C’è però un altro dilemma, e riguarda poi la scelta del momento giusto per tirare il freno. «L’economia america­na dipende ancora dallo sti­molo di bilancio – ammette ­e i mercati finanziari dipendo­no dal fatto che la Fed com­pra una gran massa di titoli». Se la banca centrale ritirasse la liquidità, le quotazioni fi­nanziarie rischierebbero un’altra drastica caduta; se Obama riducesse il deficit troppo in fretta, un’altra re­cessione potrebbe essere die­tro l’angolo.

Per questo Volcker non az­zarda consigli in pubblico, ma a chi dovrà decidere chie­de soprattutto coraggio. «La scelta del momento per agire è difficile – osserva - . Biso­gna essere pronti a correre dei rischi». E ciò che vale per l’amministrazione Obama, la­scia capire l’ex banchiere cen­trale, vale anche per la Fed di Ben Bernanke.
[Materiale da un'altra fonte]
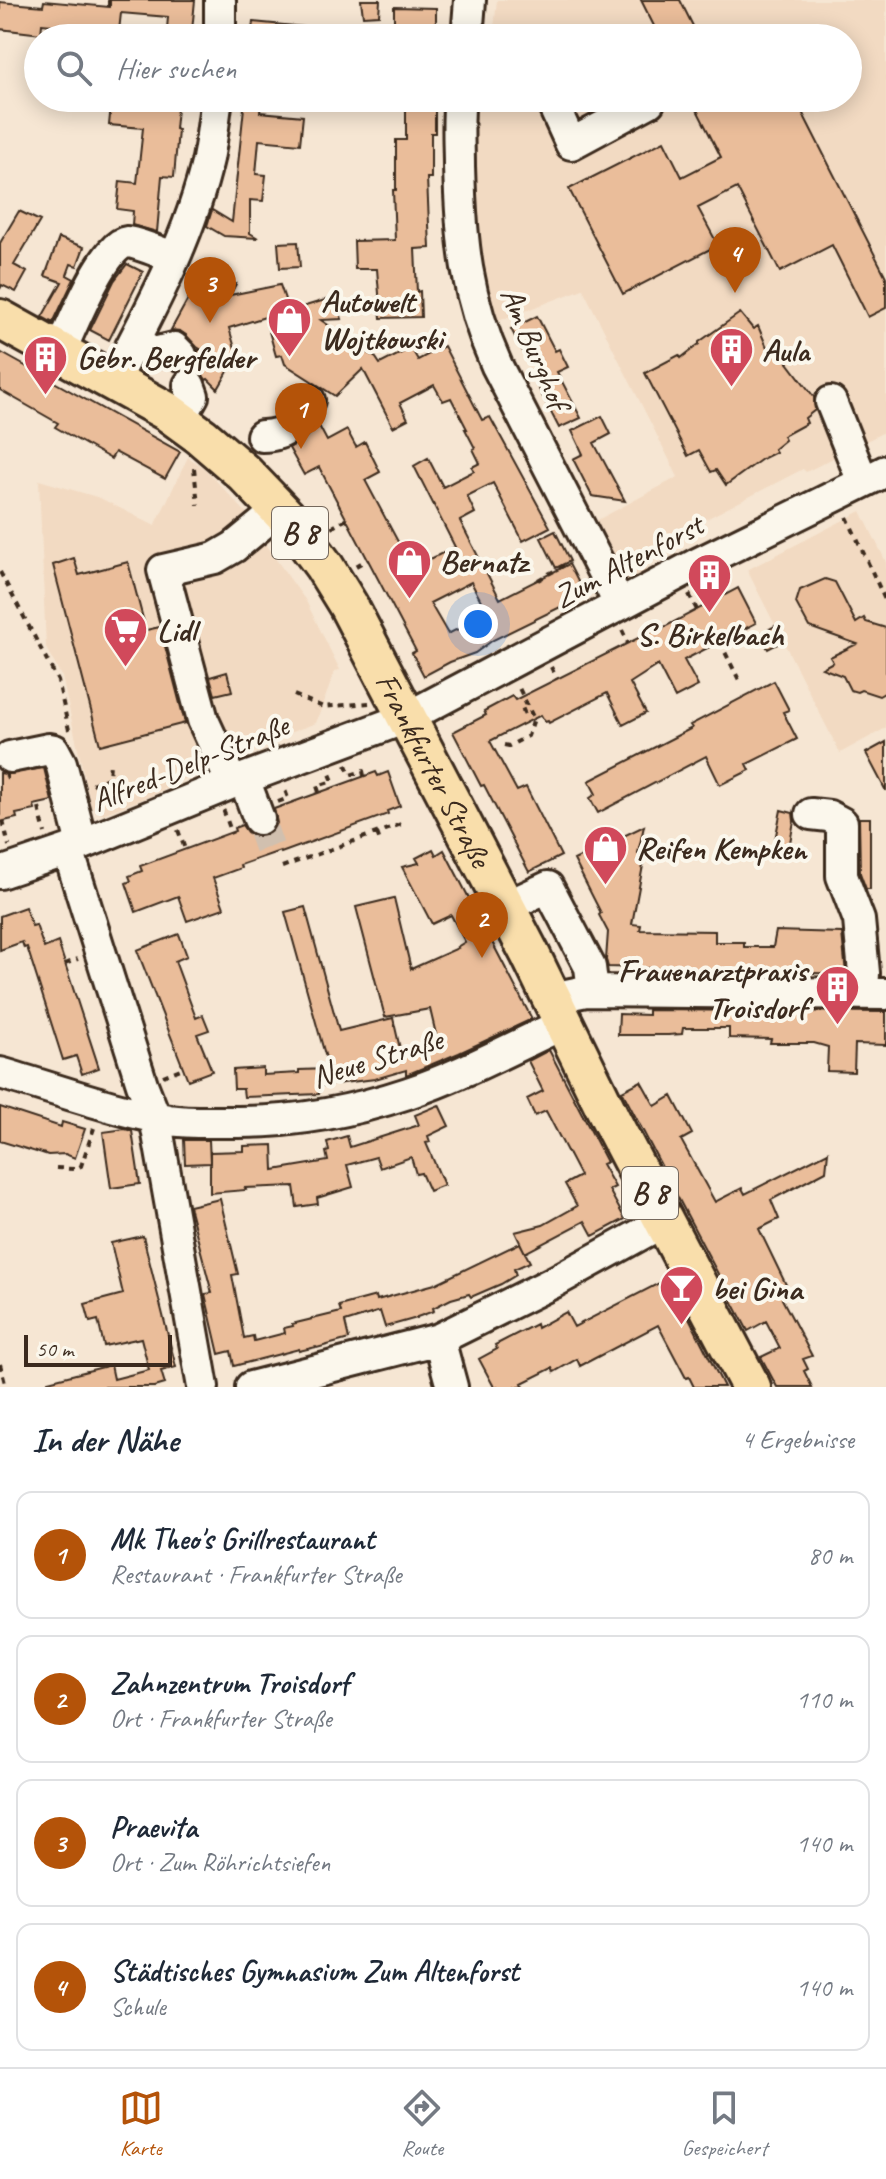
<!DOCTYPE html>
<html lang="de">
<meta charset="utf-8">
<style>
:root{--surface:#fff;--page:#f2f2f3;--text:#1f2937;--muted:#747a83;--line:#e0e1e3;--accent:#b45309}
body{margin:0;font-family:Caveat,sans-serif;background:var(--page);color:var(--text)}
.scale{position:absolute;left:24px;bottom:20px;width:148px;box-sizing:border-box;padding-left:8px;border:4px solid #3b2a1e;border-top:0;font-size:22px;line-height:28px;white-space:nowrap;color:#3b2a1e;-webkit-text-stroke:6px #fbf7ec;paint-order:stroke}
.you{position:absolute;left:478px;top:624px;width:28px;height:28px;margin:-20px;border:6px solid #fff;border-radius:50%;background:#1a73e8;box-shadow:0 0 0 12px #1a73e833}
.badge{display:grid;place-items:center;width:52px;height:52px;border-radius:50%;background:var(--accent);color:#fff;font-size:26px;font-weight:700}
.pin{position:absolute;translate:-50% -66px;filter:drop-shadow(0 2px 4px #0008)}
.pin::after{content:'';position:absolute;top:42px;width:28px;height:24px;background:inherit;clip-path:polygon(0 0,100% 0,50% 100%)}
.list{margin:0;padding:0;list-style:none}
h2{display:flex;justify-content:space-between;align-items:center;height:104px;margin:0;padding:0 32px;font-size:34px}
h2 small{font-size:26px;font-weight:400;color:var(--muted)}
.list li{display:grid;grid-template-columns:52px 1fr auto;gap:24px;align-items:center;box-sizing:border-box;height:128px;margin:0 16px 16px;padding:0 16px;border:2px solid var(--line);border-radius:16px}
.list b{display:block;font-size:30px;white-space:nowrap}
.list p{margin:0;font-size:26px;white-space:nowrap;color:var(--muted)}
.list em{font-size:26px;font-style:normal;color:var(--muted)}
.icon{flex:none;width:44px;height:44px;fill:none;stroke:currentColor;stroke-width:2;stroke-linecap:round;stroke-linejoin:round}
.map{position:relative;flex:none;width:886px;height:1387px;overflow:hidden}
.search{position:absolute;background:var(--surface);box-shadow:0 4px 20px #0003;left:24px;right:24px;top:24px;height:88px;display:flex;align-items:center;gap:20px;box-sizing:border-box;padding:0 28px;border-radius:44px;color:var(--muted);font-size:30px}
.sheet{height:680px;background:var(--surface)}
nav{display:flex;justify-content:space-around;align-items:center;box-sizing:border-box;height:112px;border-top:2px solid var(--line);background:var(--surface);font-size:22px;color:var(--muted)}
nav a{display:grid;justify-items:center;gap:4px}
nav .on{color:var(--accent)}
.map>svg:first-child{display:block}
.built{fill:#f2dac2}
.building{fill:#eabd9a;stroke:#3b2a1e;stroke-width:2;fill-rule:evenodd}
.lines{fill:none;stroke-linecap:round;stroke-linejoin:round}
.minor-tunnel{stroke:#d1c0af;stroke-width:30;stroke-dasharray:30 15;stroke-linecap:butt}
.minor-casing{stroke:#3b2a1e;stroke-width:36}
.major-casing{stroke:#3b2a1e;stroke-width:44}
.path{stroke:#3b2a1e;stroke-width:4;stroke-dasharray:6 6;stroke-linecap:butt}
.minor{stroke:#fbf7ec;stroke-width:30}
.major{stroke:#f9deab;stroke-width:38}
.labels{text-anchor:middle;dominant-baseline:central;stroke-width:8;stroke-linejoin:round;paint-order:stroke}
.shield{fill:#fbf7ec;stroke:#75685c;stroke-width:2}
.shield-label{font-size:30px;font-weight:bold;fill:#3b2a1e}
.poi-label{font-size:32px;font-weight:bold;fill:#3b2a1e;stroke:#fbf7ec;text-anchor:start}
.street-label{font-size:32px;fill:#3b2a1e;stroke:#fbf7ec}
</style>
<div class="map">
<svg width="886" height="1387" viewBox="0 0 886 1387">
<rect width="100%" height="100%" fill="#f6e6d3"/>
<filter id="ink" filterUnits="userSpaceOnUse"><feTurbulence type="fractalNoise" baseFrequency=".0125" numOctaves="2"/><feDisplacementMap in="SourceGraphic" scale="16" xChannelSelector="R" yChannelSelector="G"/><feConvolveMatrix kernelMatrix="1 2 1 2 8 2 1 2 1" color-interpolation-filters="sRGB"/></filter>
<g filter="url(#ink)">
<!-- built -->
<path class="built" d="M497,0H886V431L806,472L803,469L654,546L644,577L630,584L625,583L615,568L628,562L623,550L609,556L592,523L678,477L583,289L493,323L481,275L468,132L477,98H848V38H493Z
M188,457L204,468L254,521L267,547L306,601L340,670L335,671L316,723L238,752L150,796L103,814L91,807L62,677L46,648L39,480L100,498L155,526Z
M861,511L886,562V728L840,753L747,570Z"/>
<!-- building -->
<path class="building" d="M109,0H195L192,31L167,29L168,17L121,13L119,31L42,24L41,34L0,29V2L43,6L44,1L109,7Z
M361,0H380L379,15L363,16Z
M641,0H680L699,38H660Z
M394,7L436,8V37L394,38Z
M253,22L304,27V38H251Z
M153,98H178L175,129L178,130L174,177L162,176L157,232L132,225L133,211L117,209L120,181L137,183L143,128L109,125L111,105L152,108Z
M245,98H262L260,112L303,116L300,144L259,140L256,174L266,175L263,201L250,200V233L258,238L224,236L207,226L212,210L232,222Z
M691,98H795L886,277V308L868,317L832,245L780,272L737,188L698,208L718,245L623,294L569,189L664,141L682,177L721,157Z
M406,102H435V133H431V178H427L430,248L415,249L417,292L420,291L421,317L381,318L377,269H355L354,241L395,240L393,190H396V140H406Z
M19,211L40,221L14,265L27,272L16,292L2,285L0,289V243Z
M59,238L84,247L77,266L71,264L67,275L74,279L53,323L42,317L62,282L45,276Z
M298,242L300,267L280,268L278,243Z
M127,264L143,272L109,340L90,330L114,281Z
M236,284L230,295L280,285L289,311L335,297L342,319L321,320L376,358L380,364L411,348L418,360L444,346L482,420L490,417L550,527L523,541L493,483L467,496L475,513L460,521L500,599L569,564L585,595L493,640L475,653L450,662L424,676L412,653L416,651L319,467L304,475L289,448L304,439L318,424L327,441L347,430L356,447L365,442L380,472L365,480L412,568L455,547L414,466L428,458L443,487L474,471L472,467L480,463L473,449L475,448L465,429H467L451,398L443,401L434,385L400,403L408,419L393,427L363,369L335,396L285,364L282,355L276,356L265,317L229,328L240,365L230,368L218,389L208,379L206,380L201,372L194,368L198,360V350H202L197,347L186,335L180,331L171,330L193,290L207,289ZM471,582L488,614L448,634L430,603Z
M740,313L753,329L758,326L769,352L776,347L814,397L815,410L805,418L807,423L783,436L785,440L774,449L776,452L762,459L726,485L716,470L711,472L699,450L688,456L645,373L679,355L681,358L699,344V342Z
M537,316L555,351L559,349L568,367L557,372L581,418L559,428L539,389L548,385L533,358L528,361L511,329Z
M0,352L180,452L165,479L115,452L111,459L55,427L58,423L0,390Z
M602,416L611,434L594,443L625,501L592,496L573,459L583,454L572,431Z
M555,531L570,561L556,568L541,538Z
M74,558L79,575L128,562L146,630L160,627L185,723L100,745L53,565Z
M825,579L835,582L856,623L864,618L866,622L886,628V692L879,696L861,690L857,692L850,690L843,676L822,668L833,662L830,657L857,644L809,627L796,603L800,590Z
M738,588L756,623L684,660L698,686L675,698L658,665L630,683L646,713L623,725L607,693L549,723L548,721L545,722L541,715L490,741L517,791L526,787L561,856L529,872L484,785L481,786L453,732L486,715L484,711L512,696L515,700L656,629L657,631Z
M775,626L783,641L768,649L760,634Z
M227,672L232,691L215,695L210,677Z
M774,681L789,710L783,712L797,739L747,764L750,770L720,785L706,756L598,813L590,798L596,794L589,781L692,728L690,725Z
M886,742V791L866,753Z
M44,768L52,801L34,805L35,810L16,814L17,818L0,822V773L5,774L7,780V774Z
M376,772L378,776L388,772L400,806L387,811L388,814L281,853L280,851L240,865L241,868L213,878L224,908L187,921L178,896L136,912L126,883L131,881L129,876L142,871L140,866L235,831L234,828L242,825L247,832L255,837L266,835L273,830L277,823L274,809Z
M781,810L793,813L794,821L789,848L774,845Z
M859,818H870V889H866L860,873Z
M644,826L638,853L645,855L632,924L641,925L640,930L715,931V942H744V947H773L776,931L842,933L846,974L608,967L606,960L608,932L599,915L601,913L574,860Z
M433,849L436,855L444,850L532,1019L459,1053L406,1075V1070L375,1079L319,1086V1094L244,1097L243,1089H234L233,1070L263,1068V1075L299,1073V1070L329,1069L285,912L305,907L339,1031L393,1018L401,1053L438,1043L430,1009L385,1017L356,907L394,898L411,969L458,948L457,947L465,942L451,915L432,924L402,867L419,863L416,858Z
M25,907L32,926L36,925L44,948L58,942L99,1068L82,1074L76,1056L63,1060L27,947L24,948L22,942L0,950V916Z
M179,934L187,956L175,961L196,1018L203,1015L209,1030L197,1034L212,1071L188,1080L137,950Z
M648,1010L886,1012V1045L855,1044L854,1072L827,1071L828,1047L814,1043H770L771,1039L729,1038V1028H683L682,1034L668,1035H618L619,1014L648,1015Z
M549,1050L607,1162L602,1164L615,1187L609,1190L625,1219L593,1236L585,1221L525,1253L515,1232L543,1225L577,1206L565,1184L580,1176L546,1111L535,1116L527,1099L543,1091L528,1061Z
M641,1081L655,1106L672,1096L692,1134L681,1140L715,1202L742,1188L745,1194L828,1152L826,1171L771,1200L779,1219L759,1229L791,1295L782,1299L812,1356L803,1359L808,1369L804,1371L812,1387H777L761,1357L780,1348L766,1321L748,1331L622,1091Z
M439,1105L449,1126L428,1136L430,1142L426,1143L444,1185L429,1191L421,1173L416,1174L411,1157L380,1168L376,1157L347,1165L353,1187L317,1198L318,1204L297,1207L294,1186L245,1188L246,1190L210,1193V1152L244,1151V1146L273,1145L274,1170L328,1161L326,1152L329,1151L327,1142L347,1136L350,1147L419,1125L415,1115Z
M0,1107L61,1127L62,1122L85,1129L75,1158L65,1154L48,1155L36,1151V1152L0,1141Z
M125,1129L132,1131L140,1184L111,1188L103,1132Z
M184,1140H209L210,1163L185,1164Z
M220,1199L238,1274L232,1275L244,1338L253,1336L254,1341L285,1333L284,1328L293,1326L292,1324L341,1312L339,1306L376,1296L377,1300L435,1284L520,1243L530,1262L514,1269L516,1275L501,1284L471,1297L469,1294L451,1299L433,1308L434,1311L417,1317V1318L385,1327L380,1311L345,1322L349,1339L317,1348L316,1347L299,1351V1349L234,1366L231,1351L219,1354L205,1294L212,1293L189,1206Z
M143,1236L176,1367L161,1371L165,1384L155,1387H48V1381L111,1365L114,1379L149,1370L141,1338L104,1346L98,1320L90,1322L85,1304L123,1294L111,1243Z
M669,1278L724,1387H694L689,1377L686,1378L658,1325L580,1366L577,1359L554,1372L552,1368L522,1383L524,1387H494L479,1359L497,1349L495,1345L536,1324L537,1328L566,1312L574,1327Z"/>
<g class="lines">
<!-- minor-tunnel -->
<path class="minor-tunnel" d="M259,819L271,853"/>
<defs>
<path id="minor" d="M220,38V0
M467,38L470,0
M460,98C457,120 459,144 459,166C461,241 466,297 497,366L620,605
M550,98L571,144L649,102
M134,342L153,353L174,348L181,355
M60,352C70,331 104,244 127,242C135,242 164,254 174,257
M113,381C150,311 190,238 208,159C212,139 214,118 217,98
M831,402L863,482
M180,419L193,396L189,385
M262,436C286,436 302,421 309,400
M10,757L49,749L54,750L61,763L82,844
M244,779L259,819
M232,783L203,720L163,570L215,558L234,547L280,509
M811,814L829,816L842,823V876L859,920L864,973L863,993
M68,850L142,1084L155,1117L203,1387
M0,873L68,850L232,783L406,718L695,565L886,471
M505,907L548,887L590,967L593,991
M552,998L586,991L886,994
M0,1073C56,1089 112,1110 169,1120C189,1123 210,1122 230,1122C291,1123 351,1112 408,1093C460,1076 513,1047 563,1024
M439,1339L452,1387
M251,1387L439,1339L554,1282L665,1221"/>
<g id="major">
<path id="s1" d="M0,319L168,412L201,436L244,473L293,524L324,566L348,605L530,954L612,1122L751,1387"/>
</g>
</defs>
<!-- minor casing -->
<use href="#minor" class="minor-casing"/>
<!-- major casing -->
<use href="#major" class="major-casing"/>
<!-- path -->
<path class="path" d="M109,0V7
M194,468L198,505
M847,517L886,602
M331,528L347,519
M356,566L368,559
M0,572L58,681L69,730
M538,580L570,562
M689,594L697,610
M622,630L628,643
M720,642L741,684
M551,667L557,679
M294,695L323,707L369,703
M522,713L524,712L521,705L527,702
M504,745L509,746L528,736L534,719L518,686
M346,765L350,775L363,771L364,776
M92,784L109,778L110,763
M319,792L317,786L333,781L330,774
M278,802L288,798L285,790
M39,808L45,833
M226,811L224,812L232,834
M3,821L9,846
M178,830L185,849
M377,833L380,841
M282,867L404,823
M65,964L78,959
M163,1076L183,1068
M56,1168L75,1169L81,1166L94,1128
M0,1364L6,1387"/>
<!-- minor -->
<use href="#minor" class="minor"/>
<!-- major -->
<use href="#major" class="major"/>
</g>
</g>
<!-- icons -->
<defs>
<symbol id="shop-pin" viewBox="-11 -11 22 30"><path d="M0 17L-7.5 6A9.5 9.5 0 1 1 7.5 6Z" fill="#d1495b" stroke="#fbf7ec"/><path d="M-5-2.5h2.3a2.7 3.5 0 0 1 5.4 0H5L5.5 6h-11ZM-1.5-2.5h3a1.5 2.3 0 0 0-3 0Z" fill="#fff"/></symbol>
<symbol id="building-pin" viewBox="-11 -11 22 30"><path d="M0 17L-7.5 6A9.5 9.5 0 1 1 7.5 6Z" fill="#d1495b" stroke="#fbf7ec"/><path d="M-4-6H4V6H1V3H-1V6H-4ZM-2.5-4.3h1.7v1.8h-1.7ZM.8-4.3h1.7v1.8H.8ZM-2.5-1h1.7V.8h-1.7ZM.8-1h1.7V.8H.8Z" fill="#fff"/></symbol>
<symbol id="supermarket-pin" viewBox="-11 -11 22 30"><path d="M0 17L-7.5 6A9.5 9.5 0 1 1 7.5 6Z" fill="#d1495b" stroke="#fbf7ec"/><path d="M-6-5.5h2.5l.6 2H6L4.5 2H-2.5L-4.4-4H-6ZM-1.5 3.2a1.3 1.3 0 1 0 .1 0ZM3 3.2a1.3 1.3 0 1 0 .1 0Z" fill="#fff"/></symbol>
<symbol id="bar-pin" viewBox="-11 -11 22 30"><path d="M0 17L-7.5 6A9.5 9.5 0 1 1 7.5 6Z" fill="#d1495b" stroke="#fbf7ec"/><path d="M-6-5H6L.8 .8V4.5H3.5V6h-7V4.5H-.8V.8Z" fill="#fff"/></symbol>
</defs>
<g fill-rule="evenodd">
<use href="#shop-pin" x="264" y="294" width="51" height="69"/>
<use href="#building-pin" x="706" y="324" width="51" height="69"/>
<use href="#building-pin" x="20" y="332" width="51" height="69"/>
<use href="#shop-pin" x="384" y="536" width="51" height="69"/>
<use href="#building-pin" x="684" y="550" width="51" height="69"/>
<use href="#supermarket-pin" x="100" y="604" width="51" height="69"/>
<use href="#shop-pin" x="580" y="822" width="51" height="69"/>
<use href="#building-pin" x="812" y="962" width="51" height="69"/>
<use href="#bar-pin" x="656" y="1262" width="51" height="69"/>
</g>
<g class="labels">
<!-- shield labels -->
<g class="shield">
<rect x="272" y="507" width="56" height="52" rx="6"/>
<rect x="622" y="1167" width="56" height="52" rx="6"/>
</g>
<g class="shield-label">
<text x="300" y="533">B 8</text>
<text x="650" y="1193">B 8</text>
</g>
<!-- poi labels -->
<g class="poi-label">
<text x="321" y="301">Autowelt<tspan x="321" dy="37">Wojtkowski</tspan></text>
<text x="762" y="350">Aula</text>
<text x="77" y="357">Gebr. Bergfelder</text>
<text x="440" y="561">Bernatz</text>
<text x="157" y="630">Lidl</text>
<text x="710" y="634" text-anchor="middle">S. Birkelbach</text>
<text x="636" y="848">Reifen Kempken</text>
<text x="807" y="970" text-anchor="end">Frauenarztpraxis<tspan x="807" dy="37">Troisdorf</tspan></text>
<text x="712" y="1288">bei Gina</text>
</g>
<!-- street labels -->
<g class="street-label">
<text transform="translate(535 348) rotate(67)">Am Burghof</text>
<text transform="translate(628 561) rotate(-28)">Zum Altenforst</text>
<text transform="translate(190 763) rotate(-22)">Alfred-Delp-Straße</text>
<text stroke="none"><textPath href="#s1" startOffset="644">Frankfurter Straße</textPath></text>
<text transform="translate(377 1058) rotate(-17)">Neue Straße</text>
</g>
</g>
</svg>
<div class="scale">50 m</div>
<div class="you"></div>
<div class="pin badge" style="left:301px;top:449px">1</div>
<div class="pin badge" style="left:482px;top:958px">2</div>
<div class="pin badge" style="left:210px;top:323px">3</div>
<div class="pin badge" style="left:735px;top:293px">4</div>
<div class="search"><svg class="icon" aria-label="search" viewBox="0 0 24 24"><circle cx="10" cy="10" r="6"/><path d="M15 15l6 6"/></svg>Hier suchen</div>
</div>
<section class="sheet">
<h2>In der Nähe<small>4 Ergebnisse</small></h2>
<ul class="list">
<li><span class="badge">1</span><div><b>Mk Theo's Grillrestaurant</b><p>Restaurant · Frankfurter Straße</p></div><em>80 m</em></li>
<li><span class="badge">2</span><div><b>Zahnzentrum Troisdorf</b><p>Ort · Frankfurter Straße</p></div><em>110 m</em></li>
<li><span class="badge">3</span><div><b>Praevita</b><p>Ort · Zum Röhrichtsiefen</p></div><em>140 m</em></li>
<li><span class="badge">4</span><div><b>Städtisches Gymnasium Zum Altenforst</b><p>Schule</p></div><em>140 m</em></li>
</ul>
</section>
<nav>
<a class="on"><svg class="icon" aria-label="map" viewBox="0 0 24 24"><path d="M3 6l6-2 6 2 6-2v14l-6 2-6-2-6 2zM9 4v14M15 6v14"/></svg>Karte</a>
<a><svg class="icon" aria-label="directions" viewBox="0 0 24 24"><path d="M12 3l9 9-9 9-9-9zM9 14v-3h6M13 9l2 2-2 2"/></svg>Route</a>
<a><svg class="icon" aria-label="saved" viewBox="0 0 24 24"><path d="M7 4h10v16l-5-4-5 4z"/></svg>Gespeichert</a>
</nav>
Volcker alla conferenza ha appena sentito Josef Ackermann, il capo di Deutsche Bank, spiegare che le grandi banche «stanno di­ventando sempre più grandi fino a formare un oligopo­lio ».

L’ingrediente di base sono i tassi d’interesse della Fed vi­cini allo zero, che permetto­no agli istituti di speculare sempre più aggressivamente con denaro preso a prestito gratis. «Anche le banche cen­trali da ora in poi dovranno essere caute – avverte Volc­ker ”. Molto caute».

Inutile però chiedergli se lui, come economista, abbia la ricetta per risolvere questi dilemmi. «La pretesa che l’economia sia una scienza mi sembra un po’ prematura – replica sferzante - . Ma la buona notizia, è che non ho mai visto tanti economisti ri­chiesti in giro per il mondo per commentare su questioni sulle quali sono incerti».